## What needs to be done
In the data below, which lines hold "side"? Copy every one.

*** Block opens ***

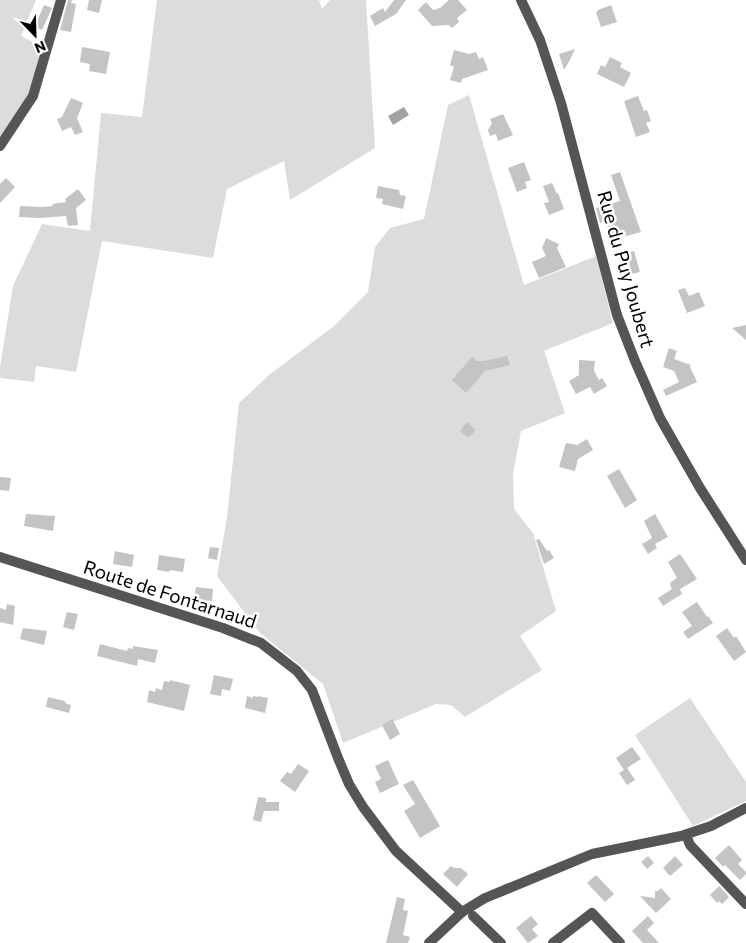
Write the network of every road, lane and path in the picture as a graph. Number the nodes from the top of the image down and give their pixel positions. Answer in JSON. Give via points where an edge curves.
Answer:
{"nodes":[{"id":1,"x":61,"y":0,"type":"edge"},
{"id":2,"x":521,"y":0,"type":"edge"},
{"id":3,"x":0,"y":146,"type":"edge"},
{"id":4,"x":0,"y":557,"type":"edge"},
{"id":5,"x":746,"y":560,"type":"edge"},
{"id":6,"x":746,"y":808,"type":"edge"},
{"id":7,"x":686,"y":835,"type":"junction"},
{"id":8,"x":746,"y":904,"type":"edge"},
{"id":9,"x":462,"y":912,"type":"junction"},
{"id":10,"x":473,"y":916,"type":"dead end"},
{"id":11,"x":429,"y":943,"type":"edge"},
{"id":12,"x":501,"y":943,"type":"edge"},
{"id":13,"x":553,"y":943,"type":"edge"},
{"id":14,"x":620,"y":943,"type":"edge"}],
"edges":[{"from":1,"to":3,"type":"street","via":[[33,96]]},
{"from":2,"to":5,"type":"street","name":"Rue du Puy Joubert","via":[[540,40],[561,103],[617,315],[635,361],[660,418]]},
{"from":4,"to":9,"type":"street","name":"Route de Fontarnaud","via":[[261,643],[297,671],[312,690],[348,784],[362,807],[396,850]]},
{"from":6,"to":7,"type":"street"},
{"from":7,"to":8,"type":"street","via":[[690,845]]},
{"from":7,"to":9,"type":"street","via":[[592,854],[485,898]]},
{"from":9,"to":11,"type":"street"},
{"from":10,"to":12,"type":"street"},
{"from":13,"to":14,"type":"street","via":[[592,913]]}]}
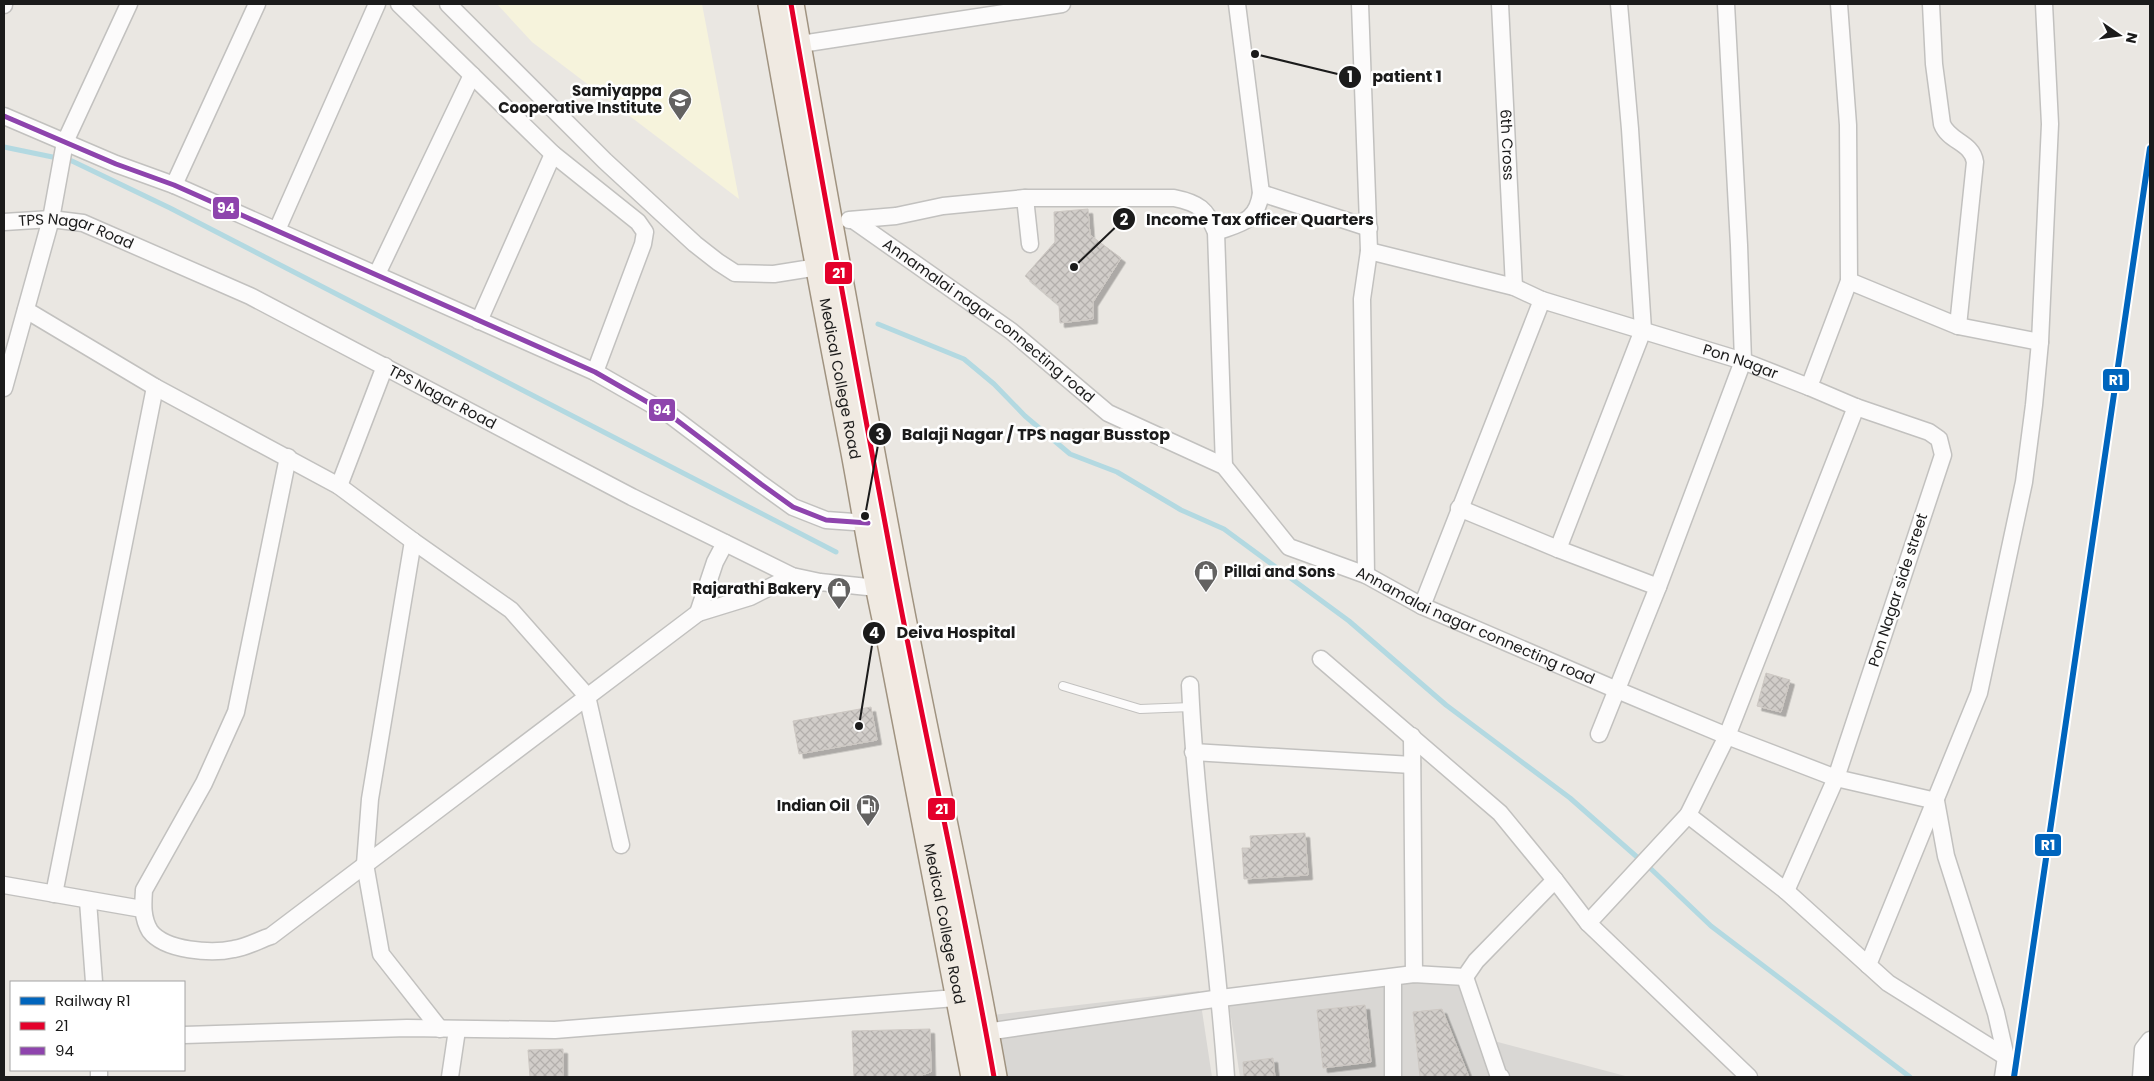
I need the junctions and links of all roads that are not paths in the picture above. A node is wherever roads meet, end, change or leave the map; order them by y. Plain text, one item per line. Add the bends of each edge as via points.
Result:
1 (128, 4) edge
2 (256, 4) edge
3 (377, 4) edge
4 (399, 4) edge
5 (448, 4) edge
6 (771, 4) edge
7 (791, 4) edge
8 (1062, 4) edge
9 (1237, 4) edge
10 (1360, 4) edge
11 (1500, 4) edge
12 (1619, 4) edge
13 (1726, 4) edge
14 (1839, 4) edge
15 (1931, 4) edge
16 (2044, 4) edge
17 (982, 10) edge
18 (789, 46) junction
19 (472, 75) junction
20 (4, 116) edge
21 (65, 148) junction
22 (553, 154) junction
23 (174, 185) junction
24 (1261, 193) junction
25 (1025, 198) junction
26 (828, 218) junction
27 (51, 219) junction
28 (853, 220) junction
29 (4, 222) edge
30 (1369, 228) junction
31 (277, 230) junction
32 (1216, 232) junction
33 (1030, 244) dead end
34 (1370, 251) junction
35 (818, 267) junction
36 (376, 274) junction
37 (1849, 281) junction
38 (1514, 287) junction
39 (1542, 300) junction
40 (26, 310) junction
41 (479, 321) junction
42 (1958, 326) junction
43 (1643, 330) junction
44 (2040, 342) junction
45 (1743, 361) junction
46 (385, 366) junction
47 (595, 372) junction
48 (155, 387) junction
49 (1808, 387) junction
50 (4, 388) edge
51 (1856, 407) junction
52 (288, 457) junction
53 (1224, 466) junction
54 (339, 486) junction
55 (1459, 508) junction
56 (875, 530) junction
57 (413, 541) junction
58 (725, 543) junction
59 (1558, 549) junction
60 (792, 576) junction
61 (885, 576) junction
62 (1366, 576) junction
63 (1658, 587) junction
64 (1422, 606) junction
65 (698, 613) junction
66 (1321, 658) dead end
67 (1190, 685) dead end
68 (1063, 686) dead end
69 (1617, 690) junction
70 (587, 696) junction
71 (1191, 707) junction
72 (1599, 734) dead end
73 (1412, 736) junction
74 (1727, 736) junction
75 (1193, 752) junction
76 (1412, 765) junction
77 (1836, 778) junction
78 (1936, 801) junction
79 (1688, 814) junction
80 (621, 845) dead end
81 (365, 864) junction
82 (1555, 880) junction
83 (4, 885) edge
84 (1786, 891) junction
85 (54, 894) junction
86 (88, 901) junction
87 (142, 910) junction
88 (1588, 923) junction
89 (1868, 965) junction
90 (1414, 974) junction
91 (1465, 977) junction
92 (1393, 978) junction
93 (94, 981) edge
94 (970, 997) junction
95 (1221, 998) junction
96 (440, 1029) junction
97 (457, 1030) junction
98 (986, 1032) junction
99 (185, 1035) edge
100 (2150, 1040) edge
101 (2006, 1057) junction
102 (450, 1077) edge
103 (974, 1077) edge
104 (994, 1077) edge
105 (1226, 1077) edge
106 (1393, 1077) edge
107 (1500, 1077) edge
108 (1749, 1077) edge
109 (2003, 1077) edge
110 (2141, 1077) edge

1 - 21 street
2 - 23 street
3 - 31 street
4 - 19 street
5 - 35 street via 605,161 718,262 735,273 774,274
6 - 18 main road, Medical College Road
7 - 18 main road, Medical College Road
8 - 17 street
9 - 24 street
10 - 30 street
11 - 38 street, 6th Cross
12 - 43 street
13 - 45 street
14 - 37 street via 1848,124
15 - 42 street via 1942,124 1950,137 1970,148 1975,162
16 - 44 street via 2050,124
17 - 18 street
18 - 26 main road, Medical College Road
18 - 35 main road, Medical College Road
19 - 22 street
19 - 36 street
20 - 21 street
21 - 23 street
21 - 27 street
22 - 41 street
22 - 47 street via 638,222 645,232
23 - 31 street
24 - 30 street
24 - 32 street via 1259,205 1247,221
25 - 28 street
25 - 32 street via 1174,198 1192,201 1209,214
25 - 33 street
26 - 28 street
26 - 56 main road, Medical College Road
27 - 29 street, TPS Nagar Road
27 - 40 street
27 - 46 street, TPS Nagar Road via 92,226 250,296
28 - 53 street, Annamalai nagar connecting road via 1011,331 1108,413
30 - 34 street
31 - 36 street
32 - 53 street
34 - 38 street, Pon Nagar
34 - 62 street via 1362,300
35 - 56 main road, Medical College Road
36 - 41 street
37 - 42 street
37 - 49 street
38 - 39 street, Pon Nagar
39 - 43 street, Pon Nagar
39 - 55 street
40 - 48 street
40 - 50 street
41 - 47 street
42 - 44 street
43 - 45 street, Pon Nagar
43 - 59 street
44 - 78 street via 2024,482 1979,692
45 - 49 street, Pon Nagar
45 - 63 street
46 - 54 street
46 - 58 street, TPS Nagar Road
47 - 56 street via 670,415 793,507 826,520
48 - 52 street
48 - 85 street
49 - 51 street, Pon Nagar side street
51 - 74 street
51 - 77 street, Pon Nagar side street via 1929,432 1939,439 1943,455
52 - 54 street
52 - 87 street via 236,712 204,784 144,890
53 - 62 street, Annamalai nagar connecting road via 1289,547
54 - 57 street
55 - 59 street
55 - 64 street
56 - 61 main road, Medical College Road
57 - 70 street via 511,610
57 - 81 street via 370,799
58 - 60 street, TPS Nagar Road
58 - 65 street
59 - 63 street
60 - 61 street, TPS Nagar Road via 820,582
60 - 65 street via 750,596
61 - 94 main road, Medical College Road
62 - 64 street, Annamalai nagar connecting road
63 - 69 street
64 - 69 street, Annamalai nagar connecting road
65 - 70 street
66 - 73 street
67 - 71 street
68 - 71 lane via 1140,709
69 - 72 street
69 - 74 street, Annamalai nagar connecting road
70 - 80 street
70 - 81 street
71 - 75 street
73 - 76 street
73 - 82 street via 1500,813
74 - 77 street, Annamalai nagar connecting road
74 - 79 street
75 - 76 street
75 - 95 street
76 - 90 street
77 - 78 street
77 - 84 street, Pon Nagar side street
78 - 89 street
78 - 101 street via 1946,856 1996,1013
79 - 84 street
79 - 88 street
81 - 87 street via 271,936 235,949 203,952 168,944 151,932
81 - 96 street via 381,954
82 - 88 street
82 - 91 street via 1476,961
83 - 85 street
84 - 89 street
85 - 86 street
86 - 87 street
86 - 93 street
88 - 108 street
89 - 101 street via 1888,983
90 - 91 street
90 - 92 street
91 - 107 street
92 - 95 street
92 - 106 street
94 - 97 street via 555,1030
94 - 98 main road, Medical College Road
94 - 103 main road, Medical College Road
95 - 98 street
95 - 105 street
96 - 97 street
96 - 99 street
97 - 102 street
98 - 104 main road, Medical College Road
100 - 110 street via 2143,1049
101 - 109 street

*** Block closes ***

## Result of the exercise
49 - 51 street, Pon Nagar side street
51 - 77 street, Pon Nagar side street via 1929,432 1939,439 1943,455
77 - 84 street, Pon Nagar side street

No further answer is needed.